Monday, August 17, 2015

Godly men needed

     I hurt my back today. My back was tight all morning but being the manly man I am that didn't stop me from bending over to adjust the sprinkler. Oh!, that hurt. I always feel better if I've been lifting an engine or pushing a truck by myself when the back goes. Always seems pretty wussy doing the equivalent of lifting a pencil.

     I've been thinking lately about men a generation or two before me. I was born in the early 70s and many of the friends I grew up with came up in very Godly homes. Try as I might I do not remember any time I heard a Godly man say anything religious outside of church. It seems that was the job of mothers. We all had these little signs in and around our homes. Some were Bible verses, some were churchy sayings, maybe the golden rule. But all of this and I think most Bible teaching in the home came from mothers.

     I feel as if showing that Godly side is akin to expressing emotion. To expressing weakness. And men of old were never to show weakness. It's a man's struggle. We go to work. We go to war. We bear up under incredibly hard work conditions. We see and do things for God and Country that no human should ever experience. We have a box inside us labeled work. In this box go all the times the boss yelled or humiliated us. All the times the hammer missed the nail. The scars where the tree broke the back. The men who died or lost limbs on the job. This box gets opened first thing as home drifts away and closed up tight before the first glimpse of spouse or the curly haired young lady he used to bounce on his knee comes in to view. At no time can his loved ones be allowed to experience it's contents.

     Many have an uglier box. This box is war. The contents of this box are as black as sin. Although filled to protect the family, this same family would
 be lost if exposed to it's contents. Children killed, villages wiped out, comrades blown into eternity. Limbs and souls lost forever. This box must be tightly capped, guarded fiercely.

     Men have been uniquely created with a great ability to divide life into internal boxes and to guard those boxes lest they begin to bleed in to other boxes. Boxes like intimacy, spirit and soul, spouse, child, church and many more. This has been one of our greatest God given attributes.

     Keeping thinks so strongly separated in our lives makes it difficult to be open with those who need to know us. There has been a great push in the last 30 years or so for men to be open and emotional as women are. The pendulum has swung almost all the way over. Men are praised for being open and soft and crying freely. In general women no longer want a tough hardened compartmentalized man. We've taken it so far as to make it desireable for two men to share a relationship as husband and wife. One of these men has to fill a feminine role, the other masculine. There are now two less men to create a balanced home with each a wife also.

     My church has been struggling for years to create a strong base of Godly, well balanced men who will lead their homes and train up younger men to do the same. You see, there is a ground somewhere in the middle that is desireable. Men who are strong. Men who are courageous. Men who will go to any length to protect their family.

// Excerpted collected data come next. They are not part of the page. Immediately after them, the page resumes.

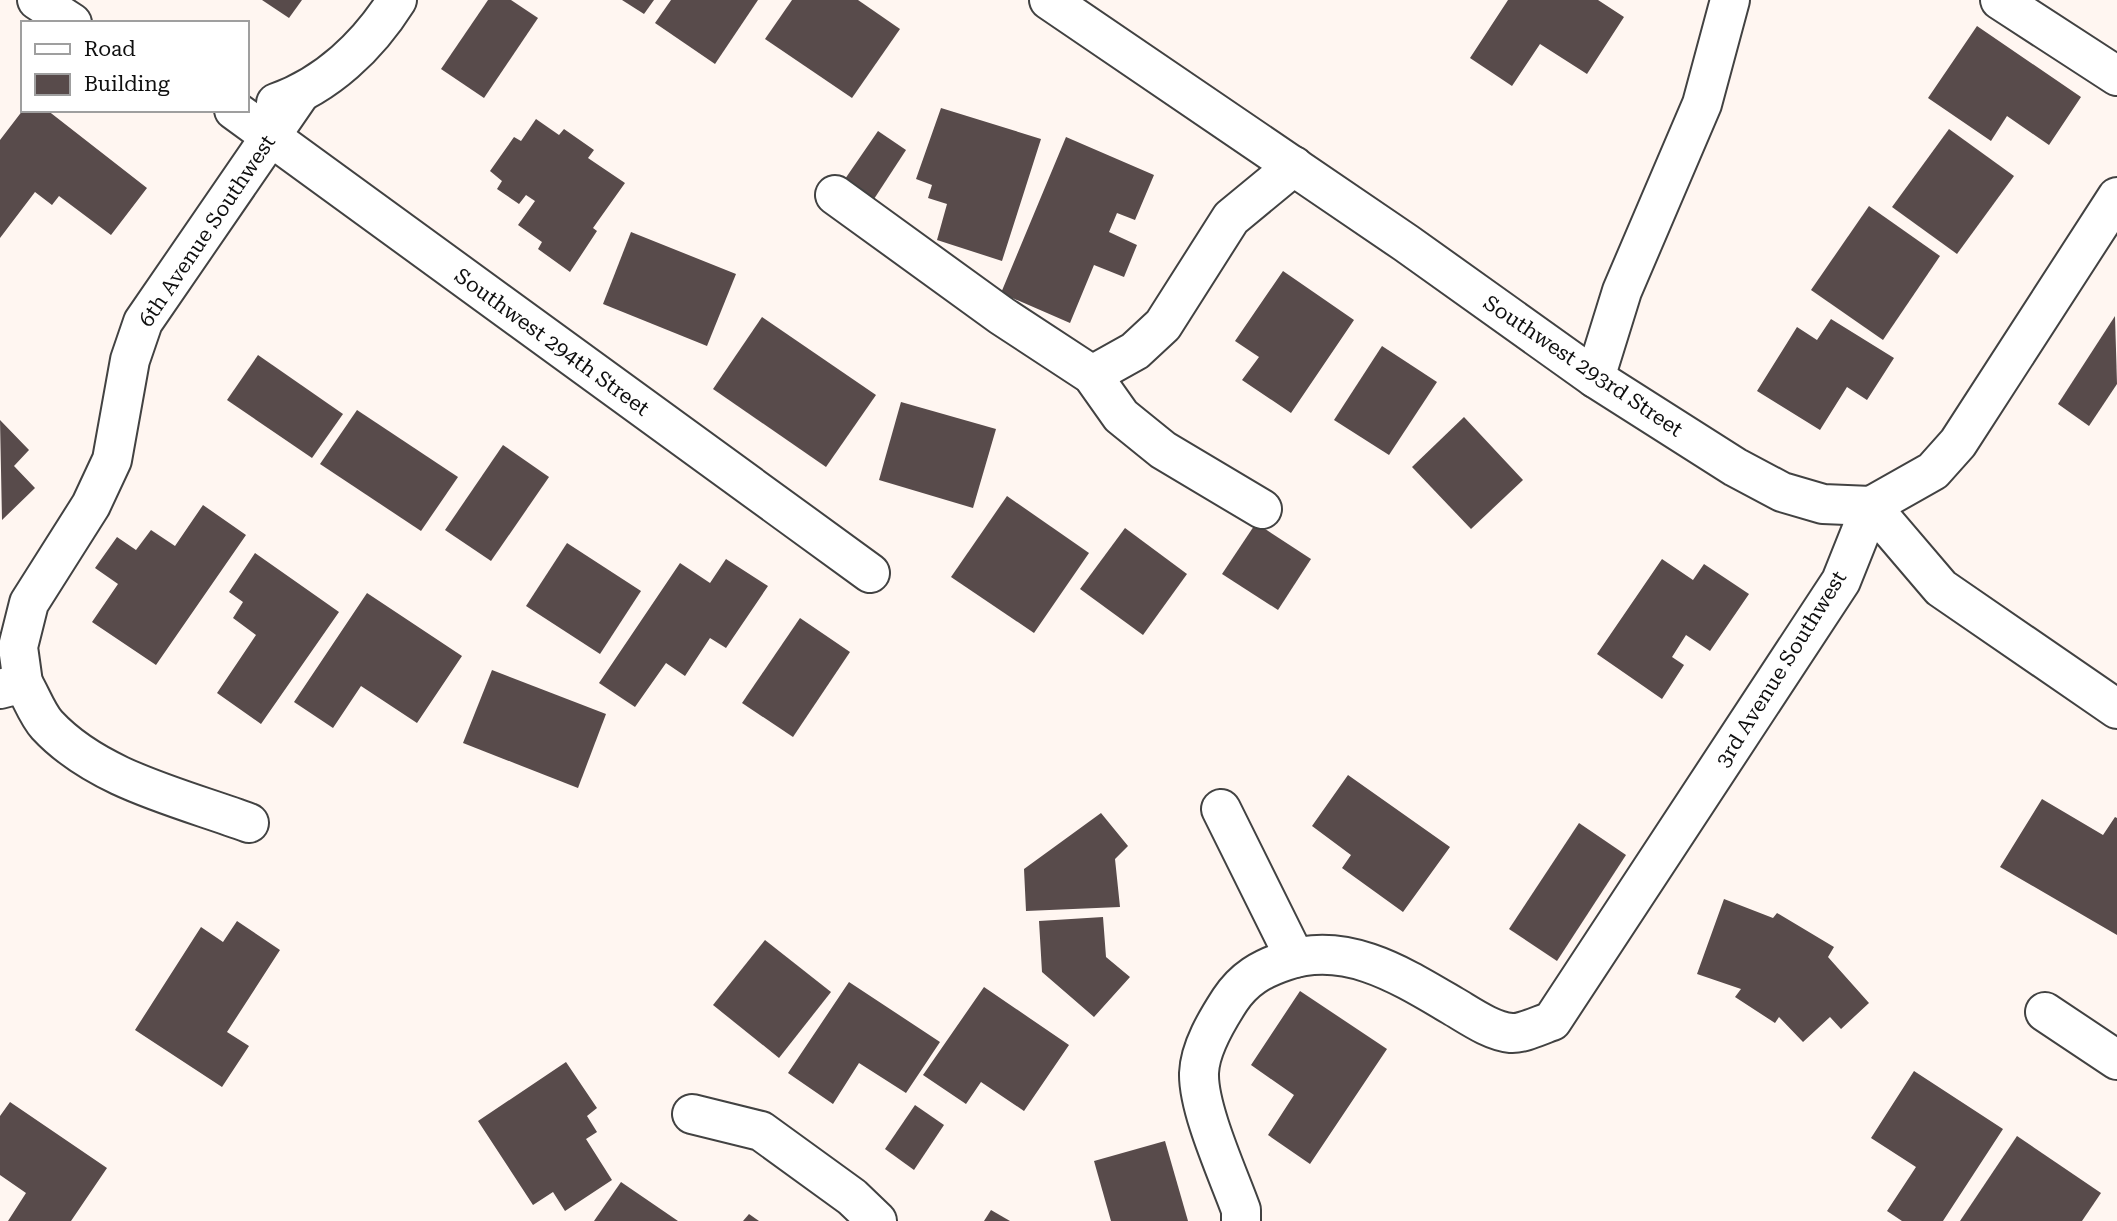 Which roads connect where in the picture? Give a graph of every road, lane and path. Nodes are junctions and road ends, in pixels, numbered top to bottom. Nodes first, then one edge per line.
1 (37, 0) edge
2 (397, 0) edge
3 (1049, 0) edge
4 (1730, 0) edge
5 (2000, 0) edge
6 (69, 21) edge
7 (2117, 76) edge
8 (299, 95) junction
9 (248, 105) edge
10 (237, 112) edge
11 (270, 136) junction
12 (1294, 166) junction
13 (835, 195) dead end
14 (2117, 197) edge
15 (1091, 375) junction
16 (1595, 378) junction
17 (1871, 506) junction
18 (1262, 509) dead end
19 (870, 573) dead end
20 (12, 686) edge
21 (2117, 709) edge
22 (1221, 809) dead end
23 (250, 824) dead end
24 (1295, 958) junction
25 (2045, 1012) dead end
26 (2117, 1060) edge
27 (692, 1114) dead end
28 (877, 1221) edge
29 (1241, 1221) edge

1 - 6 street
2 - 8 street, 6th Avenue Southwest
3 - 12 street, Southwest 293rd Street
4 - 16 street
5 - 7 street
8 - 9 street, 6th Avenue Southwest
8 - 11 street, 6th Avenue Southwest
10 - 11 street, Southwest 294th Street
11 - 19 street, Southwest 294th Street
11 - 20 street, 6th Avenue Southwest
12 - 15 street
12 - 16 street, Southwest 293rd Street
13 - 15 street
14 - 17 street
15 - 18 street
16 - 17 street, Southwest 293rd Street
17 - 21 street
17 - 24 street, 3rd Avenue Southwest
20 - 23 street
22 - 24 street
24 - 29 street
25 - 26 street
27 - 28 street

Most of all they will do whatever it takes to raise up Godly children, to see that their wife is spiritually fed, that God has priority in their home. These men are so few and far between because we have allowed society to dictate what a man is. A society that wants nothing to do with God's design for man.

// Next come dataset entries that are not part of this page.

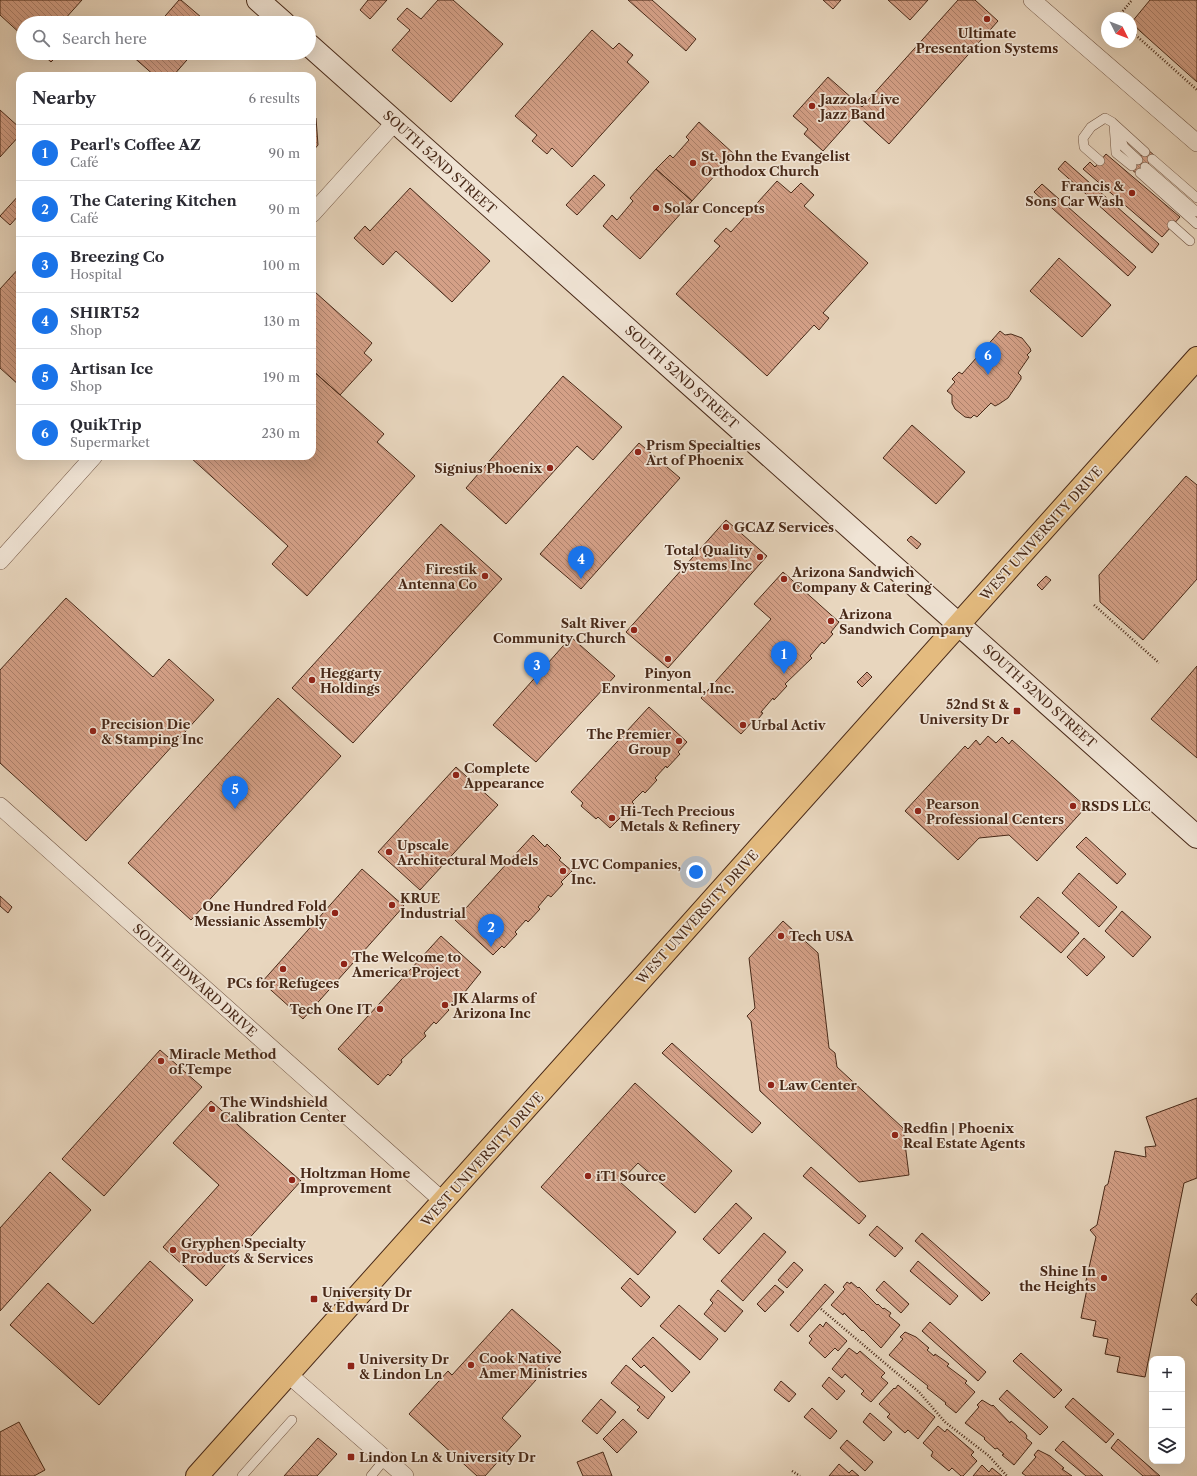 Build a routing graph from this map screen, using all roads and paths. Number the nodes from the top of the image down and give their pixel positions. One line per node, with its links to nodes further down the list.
1 (258, 0): 5 (main road)
2 (1034, 0): 11 (street)
3 (1132, 0): 4 (path)
4 (1122, 12)
5 (276, 16)
6 (1137, 36): 8 (path)
7 (316, 51): 9 (main road, SOUTH 52ND STREET)
8 (1197, 90)
9 (395, 122): 17 (street); 26 (main road, SOUTH 52ND STREET)
10 (1114, 124): 12 (lane); 14 (lane); 15 (lane)
11 (1197, 144)
12 (1144, 152)
13 (1152, 159): 16 (lane)
14 (1100, 161)
15 (1135, 163)
16 (1197, 198)
17 (316, 210)
18 (1197, 212): 19 (lane)
19 (1197, 224)
20 (1172, 225): 21 (lane)
21 (1190, 240)
22 (1197, 358): 26 (main road, WEST UNIVERSITY DRIVE)
23 (90, 460): 24 (street)
24 (0, 560)
25 (1094, 604): 27 (path)
26 (959, 624): 29 (main road, SOUTH 52ND STREET); 30 (main road, WEST UNIVERSITY DRIVE)
27 (1159, 663)
28 (0, 806): 30 (street, SOUTH EDWARD DRIVE)
29 (1197, 837)
30 (444, 1202): 32 (main road, WEST UNIVERSITY DRIVE)
31 (821, 1309): 41 (path)
32 (289, 1375): 34 (street); 36 (main road, WEST UNIVERSITY DRIVE)
33 (292, 1420): 37 (lane)
34 (385, 1459): 38 (lane); 39 (street)
35 (792, 1471): 40 (path)
36 (197, 1476)
37 (242, 1476)
38 (371, 1476)
39 (405, 1476)
40 (800, 1476)
41 (1007, 1476) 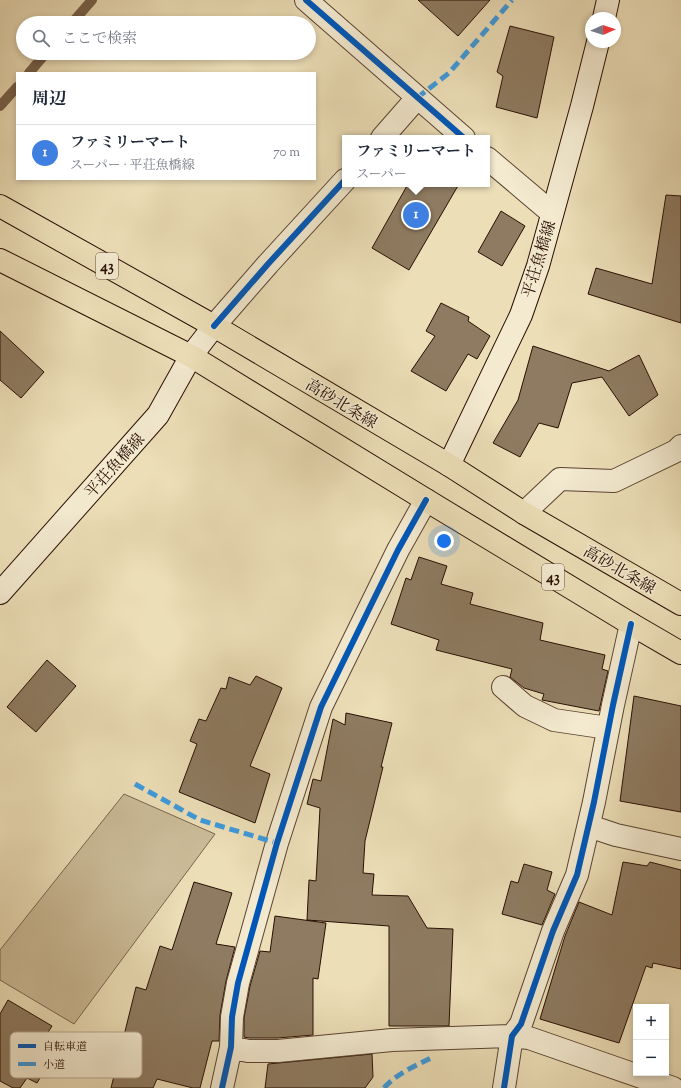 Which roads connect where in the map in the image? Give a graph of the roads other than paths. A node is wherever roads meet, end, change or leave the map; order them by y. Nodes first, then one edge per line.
1 (306, 0) edge
2 (608, 0) edge
3 (605, 12) edge
4 (596, 48) edge
5 (417, 98) junction
6 (385, 135) edge
7 (460, 135) edge
8 (490, 161) edge
9 (342, 183) edge
10 (0, 206) edge
11 (552, 213) junction
12 (0, 260) edge
13 (214, 326) junction
14 (191, 356) junction
15 (681, 446) edge
16 (449, 465) junction
17 (426, 500) junction
18 (524, 513) junction
19 (0, 593) edge
20 (681, 604) edge
21 (631, 624) junction
22 (681, 653) edge
23 (503, 687) dead end
24 (608, 728) junction
25 (589, 826) junction
26 (681, 849) edge
27 (512, 1036) junction
28 (231, 1046) junction
29 (222, 1088) edge
30 (504, 1088) edge
31 (673, 1088) edge

1 - 5 street
2 - 3 street
4 - 11 street, 平荘魚橋線
5 - 6 street
5 - 7 street
8 - 11 street
9 - 13 street, 平荘魚橋線
10 - 13 main road, 高砂北条線 / 43
11 - 16 street, 平荘魚橋線
12 - 14 main road, 43
13 - 14 street, 平荘魚橋線
13 - 16 main road, 高砂北条線 / 43
14 - 17 main road, 43
14 - 19 street, 平荘魚橋線
15 - 18 street
16 - 18 main road, 高砂北条線 / 43
17 - 21 main road, 43
17 - 28 street
18 - 20 main road, 高砂北条線 / 43
21 - 22 main road, 43
21 - 24 street
23 - 24 street
24 - 25 street
25 - 26 street
25 - 27 street
27 - 28 street
27 - 30 street
27 - 31 street
28 - 29 street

     This is our call. To be men of God. A man of God knows that nothing is so important as salvation. All of life must be seen through the lens of himself, his wife, and his children one day passing through heaven's gates. And he knows that his God is a God of love. He must love fiercely. Sometimes this love must crack the lid to forbidden boxes and allow spouse and children to know what lies beneath the surface. To expose some of the keys to why he does what he does,  what makes him tick. True intimacy must reveal all that can possibly be shared between spouses. There may be things that cannot be shared. Things dark and evil that may destroy a soul. War is especially common here. These things a woman must be willing to let go. A man would do good to let his wife know that these places exist. That his love for her is why she can not know these details. Places like this have wounded his soul deeply and might destroy hers also. These boxes that compatmentalize a man are there to protect him. They also protect her.

     We are called to be the leaders of our homes. This is our purpose. To love God. To love our spouse. To love our children. To love others as our circle goes out. To do this we must first become healthy in relationship with God. We must seek out what it means to be a man. Are there men around you who can teach you? Are you able to lead other men? Who could you team up with to help each other grow? A Bible or book study, a men's retreat, a Christian leaders business meeting, the teenager next door? Maybe there is an old man down the street whose wife would love you to get him out to the shop.

     Get rid of the junk. I have crass articles and half naked ladies coming across my Facebook from friends who want to grow in Christ. It seems obvious to me what needs to happen but these changes are tough. Is there someone like that which you could come along side and mentor? Do you have struggles like these you need to share? Sin kept in secret will eat you alive. I think there are few men left who do not struggle sexually with impurity. Then there is drugs and alcohol and whatever else. You are not alone. Do not fight this alone. Find someone to be open with. To share with. To pray with. Alone we die. Together we can find victory. Our marriages can be better than we've ever dreamed. Our kids can be lights in their schools. And any manly man who wants to come over and adjust my sprinkler so I don't hurt myself, you are invited.